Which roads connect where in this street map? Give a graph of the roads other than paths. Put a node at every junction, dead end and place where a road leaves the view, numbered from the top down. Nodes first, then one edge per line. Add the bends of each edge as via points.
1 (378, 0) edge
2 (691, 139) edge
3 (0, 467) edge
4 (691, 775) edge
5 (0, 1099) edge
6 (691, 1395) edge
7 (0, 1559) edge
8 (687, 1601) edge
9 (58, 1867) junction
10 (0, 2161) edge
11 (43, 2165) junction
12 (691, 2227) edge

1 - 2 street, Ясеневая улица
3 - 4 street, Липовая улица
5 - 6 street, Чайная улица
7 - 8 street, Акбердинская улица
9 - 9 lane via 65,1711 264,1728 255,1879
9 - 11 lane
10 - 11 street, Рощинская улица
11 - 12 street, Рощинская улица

== Directions ==
The entire set of records should be returned exactly.

== Solution for this problem ==
Which roads connect where in this street map? Give a graph of the roads other than paths. Put a node at every junction, dead end and place where a road leaves the view, numbered from the top down. Nodes first, then one edge per line. Add the bends of each edge as via points.
1 (378, 0) edge
2 (691, 139) edge
3 (0, 467) edge
4 (691, 775) edge
5 (0, 1099) edge
6 (691, 1395) edge
7 (0, 1559) edge
8 (687, 1601) edge
9 (58, 1867) junction
10 (0, 2161) edge
11 (43, 2165) junction
12 (691, 2227) edge

1 - 2 street, Ясеневая улица
3 - 4 street, Липовая улица
5 - 6 street, Чайная улица
7 - 8 street, Акбердинская улица
9 - 9 lane via 65,1711 264,1728 255,1879
9 - 11 lane
10 - 11 street, Рощинская улица
11 - 12 street, Рощинская улица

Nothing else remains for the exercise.